Sorry, you need to enable JavaScript to visit this website.

Feedback

Your feedback is important to keep improving our website and offer you a more reliable experience.

Improving Android* Application Performance on Chromebooks* using Intel® AVX2

BY 01 Staff (not verified) ON Feb 08, 2019

Chromebooks* powered by Intel are gaining traction in many consumer segments, however, the Android stack used on Chromebooks* does not leverage the full capabilities of the hardware, which helps in parallel computation. Our work aims to provide a better user experience on Chromebooks* by optimizing runtime using the Intel® Advanced Vector Extensions 2 (Intel® AVX2) instruction set. This article presents performance gains achieved on Chromebooks* by supporting the Intel® AVX2 instruction set.

INTRODUCTION

A Chromebook* is a laptop or tablet that runs the Chrome OS* as its operating system. The devices are primarily used to perform a variety of tasks using the Google* Chrome* browser. Typically, most applications and data reside in the cloud rather than on the machine itself. This product became very popular when Android apps were made available on Chromebooks* via the Google Play* application distribution platform. The performance of these apps on Chromebooks* are similar when compared to smartphones or other Android enabled platforms. The Android OS is running as a Linux* container in Chrome OS. At a high level, Linux containers restrict applications in a way that keep them isolated from the host system that they run on. Containers allow a developer to package up an application with all of the parts it needs, such as libraries and other dependencies, and ship it all out as one package.

Chromebooks* are designed to be used when connected to the Internet, however, users are able to access Google applications such as Gmail*, Google Calendar*, Google Keep*, and Google Drive* in offline mode. Chromebooks* also come with a built-in local music-player, a photo editor, and a PDF- and Microsoft Office document-viewer that are functional without Internet access. When connected to the internet, all the apps that are available in the Google Play store are expected to work on a Chromebook*.

The Intel® Advanced Vector Extension 2 (Intel® AVX2) instruction set provides significant performance improvement over the Intel® Advanced Vector Extensions (Intel® AVX) instruction set and Intel® Streaming SIMD Extensions (Intel® SSE). Intel® AVX2 can accelerate performance on workloads and usages such as AI/Deep Learning, audio/video processing, and others.

Recent Chromebooks* powered by Intel are built on platforms that support the Intel® AVX2 instruction set, however, the hardware advancements are not used. Performance of Android apps becomes a key differentiating factor when selecting Chromebooks*, so we saw this as an area for improvement.

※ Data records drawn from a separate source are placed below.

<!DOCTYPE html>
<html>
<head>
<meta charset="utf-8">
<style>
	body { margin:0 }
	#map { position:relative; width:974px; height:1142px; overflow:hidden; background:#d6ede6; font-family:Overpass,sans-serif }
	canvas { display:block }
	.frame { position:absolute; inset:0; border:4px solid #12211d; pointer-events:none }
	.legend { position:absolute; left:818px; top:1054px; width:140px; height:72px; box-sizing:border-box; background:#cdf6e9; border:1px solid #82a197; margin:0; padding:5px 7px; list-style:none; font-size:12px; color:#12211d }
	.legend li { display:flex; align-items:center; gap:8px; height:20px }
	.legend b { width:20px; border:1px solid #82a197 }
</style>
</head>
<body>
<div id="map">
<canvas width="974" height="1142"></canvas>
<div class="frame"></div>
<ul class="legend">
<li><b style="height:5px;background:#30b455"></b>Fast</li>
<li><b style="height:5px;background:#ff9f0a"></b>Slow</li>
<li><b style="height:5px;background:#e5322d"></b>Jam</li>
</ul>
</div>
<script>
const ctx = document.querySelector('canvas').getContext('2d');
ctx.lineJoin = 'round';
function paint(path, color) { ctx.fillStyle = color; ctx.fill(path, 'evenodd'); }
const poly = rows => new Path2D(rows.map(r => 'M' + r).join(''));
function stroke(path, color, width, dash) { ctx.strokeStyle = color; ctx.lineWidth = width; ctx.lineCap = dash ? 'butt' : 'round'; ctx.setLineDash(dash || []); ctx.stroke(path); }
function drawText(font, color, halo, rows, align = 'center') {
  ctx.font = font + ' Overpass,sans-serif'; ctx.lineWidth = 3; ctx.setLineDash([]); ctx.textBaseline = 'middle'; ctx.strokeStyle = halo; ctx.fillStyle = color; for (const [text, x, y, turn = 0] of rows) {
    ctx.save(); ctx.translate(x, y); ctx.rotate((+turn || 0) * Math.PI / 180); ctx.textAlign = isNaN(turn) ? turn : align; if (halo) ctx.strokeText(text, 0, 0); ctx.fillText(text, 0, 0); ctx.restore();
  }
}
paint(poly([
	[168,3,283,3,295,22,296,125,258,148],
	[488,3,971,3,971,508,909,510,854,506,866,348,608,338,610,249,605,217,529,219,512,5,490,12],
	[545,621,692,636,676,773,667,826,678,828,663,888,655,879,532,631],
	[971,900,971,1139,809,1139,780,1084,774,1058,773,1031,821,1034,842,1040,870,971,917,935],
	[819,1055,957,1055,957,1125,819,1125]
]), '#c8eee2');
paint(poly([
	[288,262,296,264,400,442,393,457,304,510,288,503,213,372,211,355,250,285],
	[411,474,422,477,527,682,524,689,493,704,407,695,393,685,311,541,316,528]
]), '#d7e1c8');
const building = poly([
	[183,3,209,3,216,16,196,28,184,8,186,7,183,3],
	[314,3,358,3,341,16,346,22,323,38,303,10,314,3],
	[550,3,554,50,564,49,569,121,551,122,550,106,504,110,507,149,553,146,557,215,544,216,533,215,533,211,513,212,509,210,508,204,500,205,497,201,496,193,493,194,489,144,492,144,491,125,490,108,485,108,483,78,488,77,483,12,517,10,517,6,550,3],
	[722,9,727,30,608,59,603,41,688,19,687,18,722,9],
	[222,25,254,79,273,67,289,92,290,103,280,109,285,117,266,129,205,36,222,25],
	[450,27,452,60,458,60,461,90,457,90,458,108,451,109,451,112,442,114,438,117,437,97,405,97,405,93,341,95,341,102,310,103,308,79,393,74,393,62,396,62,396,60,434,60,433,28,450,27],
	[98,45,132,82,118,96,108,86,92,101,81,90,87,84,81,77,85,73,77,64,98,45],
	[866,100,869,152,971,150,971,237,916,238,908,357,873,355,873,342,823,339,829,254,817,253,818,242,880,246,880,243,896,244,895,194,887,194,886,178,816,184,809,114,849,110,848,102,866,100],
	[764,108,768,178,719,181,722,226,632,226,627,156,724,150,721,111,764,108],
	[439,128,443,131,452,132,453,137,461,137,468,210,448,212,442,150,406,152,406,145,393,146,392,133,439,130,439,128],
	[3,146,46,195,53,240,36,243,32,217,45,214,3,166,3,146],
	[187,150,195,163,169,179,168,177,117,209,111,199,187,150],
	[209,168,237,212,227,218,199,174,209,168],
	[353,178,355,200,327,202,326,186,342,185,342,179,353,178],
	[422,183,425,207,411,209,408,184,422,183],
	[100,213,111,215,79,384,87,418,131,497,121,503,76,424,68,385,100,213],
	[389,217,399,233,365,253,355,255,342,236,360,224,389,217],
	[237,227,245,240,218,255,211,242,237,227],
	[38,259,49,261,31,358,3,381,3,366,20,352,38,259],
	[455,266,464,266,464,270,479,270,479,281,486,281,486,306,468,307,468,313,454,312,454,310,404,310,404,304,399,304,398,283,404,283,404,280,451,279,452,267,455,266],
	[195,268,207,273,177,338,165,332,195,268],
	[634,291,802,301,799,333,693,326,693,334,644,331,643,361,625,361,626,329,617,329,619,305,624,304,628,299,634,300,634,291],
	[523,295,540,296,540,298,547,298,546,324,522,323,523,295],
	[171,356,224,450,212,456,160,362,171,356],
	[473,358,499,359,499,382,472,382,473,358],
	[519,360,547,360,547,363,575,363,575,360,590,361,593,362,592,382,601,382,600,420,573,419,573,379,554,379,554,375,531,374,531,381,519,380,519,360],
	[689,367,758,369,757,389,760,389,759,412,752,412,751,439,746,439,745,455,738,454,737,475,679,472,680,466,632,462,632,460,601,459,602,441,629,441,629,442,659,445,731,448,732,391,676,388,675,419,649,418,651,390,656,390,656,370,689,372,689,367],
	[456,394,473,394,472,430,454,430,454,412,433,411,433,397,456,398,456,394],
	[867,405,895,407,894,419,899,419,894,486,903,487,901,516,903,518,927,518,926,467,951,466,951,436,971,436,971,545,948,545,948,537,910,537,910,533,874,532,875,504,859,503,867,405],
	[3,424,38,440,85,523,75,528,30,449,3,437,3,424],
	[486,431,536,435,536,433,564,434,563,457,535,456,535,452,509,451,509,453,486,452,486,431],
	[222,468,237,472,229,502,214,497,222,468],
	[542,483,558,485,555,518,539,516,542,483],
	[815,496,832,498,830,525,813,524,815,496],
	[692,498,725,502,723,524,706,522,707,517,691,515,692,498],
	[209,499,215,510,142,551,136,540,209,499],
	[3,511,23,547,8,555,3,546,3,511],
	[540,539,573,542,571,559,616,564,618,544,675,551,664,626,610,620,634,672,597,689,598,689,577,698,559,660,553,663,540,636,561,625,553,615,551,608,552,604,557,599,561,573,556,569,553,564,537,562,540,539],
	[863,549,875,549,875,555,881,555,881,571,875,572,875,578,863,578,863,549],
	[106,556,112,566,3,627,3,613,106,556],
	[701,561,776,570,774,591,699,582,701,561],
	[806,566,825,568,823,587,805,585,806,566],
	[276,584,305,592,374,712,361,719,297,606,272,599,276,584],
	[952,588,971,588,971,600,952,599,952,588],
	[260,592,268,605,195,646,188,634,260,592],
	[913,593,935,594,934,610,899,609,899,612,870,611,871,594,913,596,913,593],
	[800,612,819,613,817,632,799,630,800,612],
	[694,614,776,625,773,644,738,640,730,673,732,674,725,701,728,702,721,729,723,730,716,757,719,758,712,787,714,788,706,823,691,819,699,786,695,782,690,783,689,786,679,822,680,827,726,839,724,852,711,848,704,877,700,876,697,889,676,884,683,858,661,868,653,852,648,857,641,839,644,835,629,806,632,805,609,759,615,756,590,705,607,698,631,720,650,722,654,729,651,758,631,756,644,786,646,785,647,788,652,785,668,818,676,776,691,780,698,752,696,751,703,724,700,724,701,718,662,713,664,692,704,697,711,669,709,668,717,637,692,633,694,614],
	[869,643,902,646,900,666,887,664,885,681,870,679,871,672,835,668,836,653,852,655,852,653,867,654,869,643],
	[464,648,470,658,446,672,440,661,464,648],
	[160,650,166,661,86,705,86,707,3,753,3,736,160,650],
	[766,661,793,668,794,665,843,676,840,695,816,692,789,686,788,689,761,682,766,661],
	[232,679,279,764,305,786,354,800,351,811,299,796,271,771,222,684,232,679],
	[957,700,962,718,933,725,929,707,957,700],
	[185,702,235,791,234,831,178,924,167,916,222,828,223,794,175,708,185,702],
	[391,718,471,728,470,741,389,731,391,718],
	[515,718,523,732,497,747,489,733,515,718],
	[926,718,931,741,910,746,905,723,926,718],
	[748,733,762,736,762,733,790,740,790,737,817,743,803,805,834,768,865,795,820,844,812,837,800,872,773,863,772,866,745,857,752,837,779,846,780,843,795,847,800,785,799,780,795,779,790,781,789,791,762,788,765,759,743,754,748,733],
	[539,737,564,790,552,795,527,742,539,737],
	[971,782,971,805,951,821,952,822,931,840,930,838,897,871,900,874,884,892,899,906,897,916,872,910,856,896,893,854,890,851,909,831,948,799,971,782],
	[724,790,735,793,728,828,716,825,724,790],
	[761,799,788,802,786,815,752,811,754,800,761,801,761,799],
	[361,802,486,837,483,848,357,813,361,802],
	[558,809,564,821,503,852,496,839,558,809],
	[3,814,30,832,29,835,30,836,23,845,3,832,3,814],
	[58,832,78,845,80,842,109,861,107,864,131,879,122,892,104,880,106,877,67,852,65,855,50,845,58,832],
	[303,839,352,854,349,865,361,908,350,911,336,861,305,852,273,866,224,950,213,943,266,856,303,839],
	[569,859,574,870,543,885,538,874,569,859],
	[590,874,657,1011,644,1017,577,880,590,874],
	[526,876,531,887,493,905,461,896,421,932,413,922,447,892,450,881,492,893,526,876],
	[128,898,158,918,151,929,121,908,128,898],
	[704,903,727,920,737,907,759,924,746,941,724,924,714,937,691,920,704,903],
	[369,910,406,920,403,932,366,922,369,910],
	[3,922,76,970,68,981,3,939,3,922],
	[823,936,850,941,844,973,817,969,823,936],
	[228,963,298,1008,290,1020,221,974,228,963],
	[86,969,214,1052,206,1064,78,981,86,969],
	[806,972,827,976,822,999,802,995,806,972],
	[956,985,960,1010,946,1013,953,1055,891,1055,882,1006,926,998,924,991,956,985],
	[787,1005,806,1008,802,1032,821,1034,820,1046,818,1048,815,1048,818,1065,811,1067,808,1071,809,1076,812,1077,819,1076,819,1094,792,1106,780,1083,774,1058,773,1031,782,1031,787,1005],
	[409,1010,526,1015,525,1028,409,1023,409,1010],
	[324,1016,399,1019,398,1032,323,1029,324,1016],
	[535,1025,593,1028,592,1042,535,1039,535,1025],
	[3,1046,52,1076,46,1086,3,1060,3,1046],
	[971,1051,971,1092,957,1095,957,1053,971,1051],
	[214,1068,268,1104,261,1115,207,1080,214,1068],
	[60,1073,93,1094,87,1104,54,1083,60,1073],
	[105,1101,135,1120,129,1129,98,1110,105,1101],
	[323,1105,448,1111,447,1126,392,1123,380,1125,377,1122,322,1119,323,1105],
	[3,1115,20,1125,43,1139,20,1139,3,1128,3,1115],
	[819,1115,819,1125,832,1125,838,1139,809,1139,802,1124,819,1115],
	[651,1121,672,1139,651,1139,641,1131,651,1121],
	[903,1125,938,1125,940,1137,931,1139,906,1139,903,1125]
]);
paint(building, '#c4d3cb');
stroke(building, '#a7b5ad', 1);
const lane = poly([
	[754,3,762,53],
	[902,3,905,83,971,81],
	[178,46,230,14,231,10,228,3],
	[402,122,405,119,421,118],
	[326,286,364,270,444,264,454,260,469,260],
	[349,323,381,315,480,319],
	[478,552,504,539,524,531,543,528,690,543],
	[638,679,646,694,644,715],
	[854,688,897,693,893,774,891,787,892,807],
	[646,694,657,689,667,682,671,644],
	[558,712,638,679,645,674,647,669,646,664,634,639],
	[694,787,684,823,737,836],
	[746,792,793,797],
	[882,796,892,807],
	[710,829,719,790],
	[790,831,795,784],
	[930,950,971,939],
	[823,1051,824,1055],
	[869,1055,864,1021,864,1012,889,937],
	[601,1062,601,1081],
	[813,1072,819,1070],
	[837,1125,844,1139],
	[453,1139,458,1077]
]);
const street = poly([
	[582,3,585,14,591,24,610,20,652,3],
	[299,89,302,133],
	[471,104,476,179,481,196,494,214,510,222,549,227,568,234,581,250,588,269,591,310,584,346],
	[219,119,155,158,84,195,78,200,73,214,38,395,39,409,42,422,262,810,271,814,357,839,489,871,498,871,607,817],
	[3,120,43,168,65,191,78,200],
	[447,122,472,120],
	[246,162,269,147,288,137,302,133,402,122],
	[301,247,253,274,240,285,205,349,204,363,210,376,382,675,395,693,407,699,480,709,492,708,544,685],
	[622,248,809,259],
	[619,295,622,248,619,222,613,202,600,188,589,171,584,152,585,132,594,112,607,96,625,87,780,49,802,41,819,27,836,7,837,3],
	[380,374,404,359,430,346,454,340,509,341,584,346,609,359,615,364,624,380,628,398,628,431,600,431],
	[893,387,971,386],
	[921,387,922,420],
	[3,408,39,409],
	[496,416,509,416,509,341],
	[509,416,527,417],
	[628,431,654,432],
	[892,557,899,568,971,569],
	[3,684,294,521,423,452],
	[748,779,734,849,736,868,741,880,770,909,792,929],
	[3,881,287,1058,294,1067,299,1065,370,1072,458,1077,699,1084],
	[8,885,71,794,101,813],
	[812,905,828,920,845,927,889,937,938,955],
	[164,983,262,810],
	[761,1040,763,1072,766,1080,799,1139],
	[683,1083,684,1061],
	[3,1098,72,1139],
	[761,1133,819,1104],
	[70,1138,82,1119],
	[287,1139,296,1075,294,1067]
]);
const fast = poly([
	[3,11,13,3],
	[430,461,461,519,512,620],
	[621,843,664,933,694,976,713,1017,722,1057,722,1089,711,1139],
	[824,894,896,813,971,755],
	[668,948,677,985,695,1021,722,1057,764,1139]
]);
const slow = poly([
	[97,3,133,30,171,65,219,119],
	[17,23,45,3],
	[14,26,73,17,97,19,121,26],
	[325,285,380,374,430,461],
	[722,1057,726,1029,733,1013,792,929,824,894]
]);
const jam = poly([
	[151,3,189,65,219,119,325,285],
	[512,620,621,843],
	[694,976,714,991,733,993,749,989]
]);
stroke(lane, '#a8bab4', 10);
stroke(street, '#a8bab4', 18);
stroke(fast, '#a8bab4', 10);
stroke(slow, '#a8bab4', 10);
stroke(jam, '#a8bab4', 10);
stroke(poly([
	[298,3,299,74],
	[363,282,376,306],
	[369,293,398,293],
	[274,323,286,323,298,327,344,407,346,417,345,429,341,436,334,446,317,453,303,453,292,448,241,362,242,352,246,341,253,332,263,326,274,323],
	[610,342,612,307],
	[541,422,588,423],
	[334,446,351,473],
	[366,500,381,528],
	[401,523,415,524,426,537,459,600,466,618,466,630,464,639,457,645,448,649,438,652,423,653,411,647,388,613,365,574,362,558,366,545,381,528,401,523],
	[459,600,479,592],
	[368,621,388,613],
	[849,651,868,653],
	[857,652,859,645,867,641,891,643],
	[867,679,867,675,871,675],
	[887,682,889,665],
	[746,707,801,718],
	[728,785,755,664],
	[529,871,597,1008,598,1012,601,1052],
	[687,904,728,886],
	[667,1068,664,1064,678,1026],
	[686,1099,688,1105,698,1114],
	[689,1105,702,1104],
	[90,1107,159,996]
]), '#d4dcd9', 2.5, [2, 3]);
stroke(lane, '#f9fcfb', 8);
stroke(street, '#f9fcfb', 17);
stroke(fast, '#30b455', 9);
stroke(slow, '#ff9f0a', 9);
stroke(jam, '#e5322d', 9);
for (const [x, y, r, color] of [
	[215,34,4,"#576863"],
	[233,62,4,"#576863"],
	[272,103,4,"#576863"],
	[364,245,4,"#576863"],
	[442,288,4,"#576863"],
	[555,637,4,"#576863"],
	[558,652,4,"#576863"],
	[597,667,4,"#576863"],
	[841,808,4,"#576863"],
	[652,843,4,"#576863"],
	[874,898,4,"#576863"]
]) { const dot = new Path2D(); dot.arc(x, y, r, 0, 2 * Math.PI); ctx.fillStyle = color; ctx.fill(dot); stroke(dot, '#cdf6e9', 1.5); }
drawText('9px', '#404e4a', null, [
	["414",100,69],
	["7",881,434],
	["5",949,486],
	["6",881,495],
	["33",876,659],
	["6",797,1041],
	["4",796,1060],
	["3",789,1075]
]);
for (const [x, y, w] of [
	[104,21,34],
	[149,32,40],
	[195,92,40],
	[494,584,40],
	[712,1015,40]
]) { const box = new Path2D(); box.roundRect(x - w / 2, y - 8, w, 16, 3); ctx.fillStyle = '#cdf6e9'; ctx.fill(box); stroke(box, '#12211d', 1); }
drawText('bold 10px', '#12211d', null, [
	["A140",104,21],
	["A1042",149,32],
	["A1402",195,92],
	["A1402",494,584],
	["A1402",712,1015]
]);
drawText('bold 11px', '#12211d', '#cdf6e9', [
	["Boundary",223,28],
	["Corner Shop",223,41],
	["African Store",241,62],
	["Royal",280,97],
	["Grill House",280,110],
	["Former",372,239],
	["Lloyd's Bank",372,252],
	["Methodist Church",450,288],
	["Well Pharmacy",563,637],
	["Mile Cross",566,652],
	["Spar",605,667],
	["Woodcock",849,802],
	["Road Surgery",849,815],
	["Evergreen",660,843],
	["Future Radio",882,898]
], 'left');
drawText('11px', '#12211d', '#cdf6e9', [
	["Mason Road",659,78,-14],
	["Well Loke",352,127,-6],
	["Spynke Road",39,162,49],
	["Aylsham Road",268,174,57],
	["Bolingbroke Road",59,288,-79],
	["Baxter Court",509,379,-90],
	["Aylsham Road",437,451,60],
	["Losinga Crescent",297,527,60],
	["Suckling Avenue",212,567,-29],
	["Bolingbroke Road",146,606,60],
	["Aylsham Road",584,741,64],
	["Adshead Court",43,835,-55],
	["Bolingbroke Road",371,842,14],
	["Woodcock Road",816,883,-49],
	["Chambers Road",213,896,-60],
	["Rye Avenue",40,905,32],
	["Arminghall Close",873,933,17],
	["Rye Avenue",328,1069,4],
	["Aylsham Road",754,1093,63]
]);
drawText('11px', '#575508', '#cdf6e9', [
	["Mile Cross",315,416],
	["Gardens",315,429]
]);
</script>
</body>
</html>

Many of the Android applications that run on Chromebooks* are expected to see performance improvements when using the Intel® AVX2 instruction set. In addition, several Machine Learning Benchmark apps have been developed that capture processing and data movement characteristics of a class of ML and AI applications. The performance of these apps is also expected to improve when the Intel® AVX2 instruction set is implemented.

This paper is organized into the following sections:

  • Motivation
  • Approach
  • Performance results
  • Conclusions

MOTIVATION

Currently, premium Chromebooks* are built on platforms that use the Intel® Core™ processor family (formerly codenamed Kaby Lake and Amber Lake). These processors support the Intel® AVX2 instruction set. However, the Android stack which runs as a container in the Chrome OS uses bionic and external libraries that support the Intel® SSE instruction set. The Android stack does not leverage the full capabilities of the hardware, which helps in parallel computation. This inefficiency causes lower performance for app run time. We observed the under-utilization of hardware capabilities and developed this approach to address it.

APPROACH

The Intel® Advanced Vector Extensions 2 (Intel® AVX2) instruction set provides significant improvements over the Intel® Advanced Vector Extensions (Intel® AVX) instruction set and Intel® Streaming SIMD Extensions (Intel® SSE). The benefits include doubling the number of FLOPS (floating-point operations per second) per clock cycle, 256-bit integer instructions, floating point fused multiply-add instructions and gather operations. Most of the experiment results show that the instruction throughput is only half when compared to Intel® SSE. So the applications when executed on platforms enabled with Intel® AVX2 should bring impressive performance improvements.

Chromebooks* are gaining traction with consumers, in education, in SMB, and in the enterprise segments. We collected widely used Android apps in these segments for our testing.

Machine learning (ML) is a category of algorithm that allows software applications to become more accurate in predicting the outcomes without being explicitly programmed. AI (artificial intelligence) is the simulation of human intelligence processes by machines, especially computer systems. These processes include learning (the acquisition of information and rules for using the information), reasoning (using rules to reach approximate or definite conclusions), and self-correction. For our study, we selected the MLBench and AI Benchmark applications.

  • MLBench supports several standard machine-learning frameworks and algorithms. It contains several benchmark tasks and implementations. Tasks are combinations of datasets and target metrics, whereas the implementations are concrete models and code that solve a task. Image Recognition is the primary task.
  • The AI Benchmark application consists of nine Computer Vision AI tasks performed by nine separate Neural Networks that run on the device. The networks allow you to to compare different methods of solving AI problems and assess their performance.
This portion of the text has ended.